• Recorded data
------

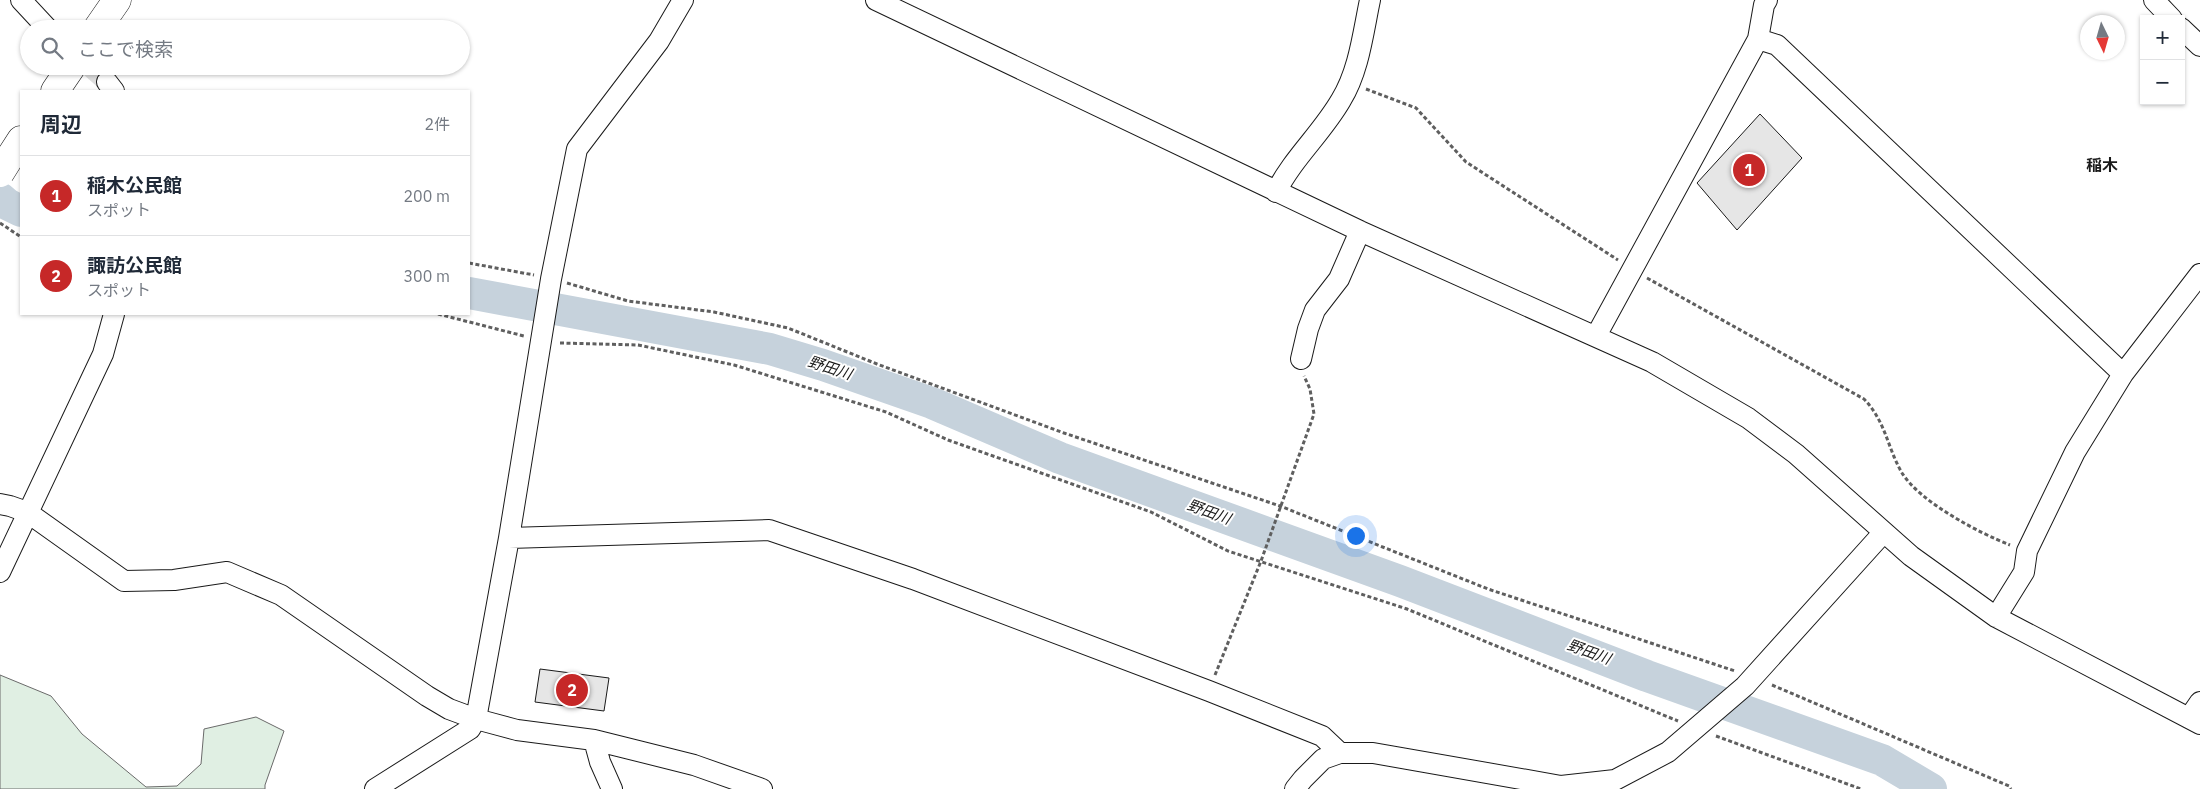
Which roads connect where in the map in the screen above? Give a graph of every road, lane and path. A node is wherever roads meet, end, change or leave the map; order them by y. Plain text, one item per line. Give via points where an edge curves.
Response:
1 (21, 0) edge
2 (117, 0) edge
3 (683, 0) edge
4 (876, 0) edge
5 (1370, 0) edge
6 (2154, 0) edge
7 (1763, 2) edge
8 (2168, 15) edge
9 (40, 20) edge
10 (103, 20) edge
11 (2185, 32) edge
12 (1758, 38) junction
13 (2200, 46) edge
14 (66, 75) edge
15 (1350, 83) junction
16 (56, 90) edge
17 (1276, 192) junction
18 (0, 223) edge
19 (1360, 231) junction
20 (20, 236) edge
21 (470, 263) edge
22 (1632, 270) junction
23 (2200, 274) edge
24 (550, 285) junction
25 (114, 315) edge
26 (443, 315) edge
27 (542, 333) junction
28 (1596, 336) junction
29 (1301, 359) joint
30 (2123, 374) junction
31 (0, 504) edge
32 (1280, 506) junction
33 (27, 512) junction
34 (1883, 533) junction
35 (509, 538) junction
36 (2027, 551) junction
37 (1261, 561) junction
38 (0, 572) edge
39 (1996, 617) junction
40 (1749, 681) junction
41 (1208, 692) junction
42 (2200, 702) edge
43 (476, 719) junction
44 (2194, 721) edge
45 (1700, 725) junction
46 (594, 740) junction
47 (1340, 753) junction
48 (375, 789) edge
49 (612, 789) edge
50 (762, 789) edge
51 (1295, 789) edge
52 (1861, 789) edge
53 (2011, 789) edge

------

• Exercise brief
Pictures do not belong in the copy. Reproduce the rest of the data exactly.

• Solved exercise
Which roads connect where in the map in the screen above? Give a graph of every road, lane and path. A node is wherever roads meet, end, change or leave the map; order them by y. Plain text, one item per line. Give via points where an edge curves.
Response:
1 (21, 0) edge
2 (117, 0) edge
3 (683, 0) edge
4 (876, 0) edge
5 (1370, 0) edge
6 (2154, 0) edge
7 (1763, 2) edge
8 (2168, 15) edge
9 (40, 20) edge
10 (103, 20) edge
11 (2185, 32) edge
12 (1758, 38) junction
13 (2200, 46) edge
14 (66, 75) edge
15 (1350, 83) junction
16 (56, 90) edge
17 (1276, 192) junction
18 (0, 223) edge
19 (1360, 231) junction
20 (20, 236) edge
21 (470, 263) edge
22 (1632, 270) junction
23 (2200, 274) edge
24 (550, 285) junction
25 (114, 315) edge
26 (443, 315) edge
27 (542, 333) junction
28 (1596, 336) junction
29 (1301, 359) joint
30 (2123, 374) junction
31 (0, 504) edge
32 (1280, 506) junction
33 (27, 512) junction
34 (1883, 533) junction
35 (509, 538) junction
36 (2027, 551) junction
37 (1261, 561) junction
38 (0, 572) edge
39 (1996, 617) junction
40 (1749, 681) junction
41 (1208, 692) junction
42 (2200, 702) edge
43 (476, 719) junction
44 (2194, 721) edge
45 (1700, 725) junction
46 (594, 740) junction
47 (1340, 753) junction
48 (375, 789) edge
49 (612, 789) edge
50 (762, 789) edge
51 (1295, 789) edge
52 (1861, 789) edge
53 (2011, 789) edge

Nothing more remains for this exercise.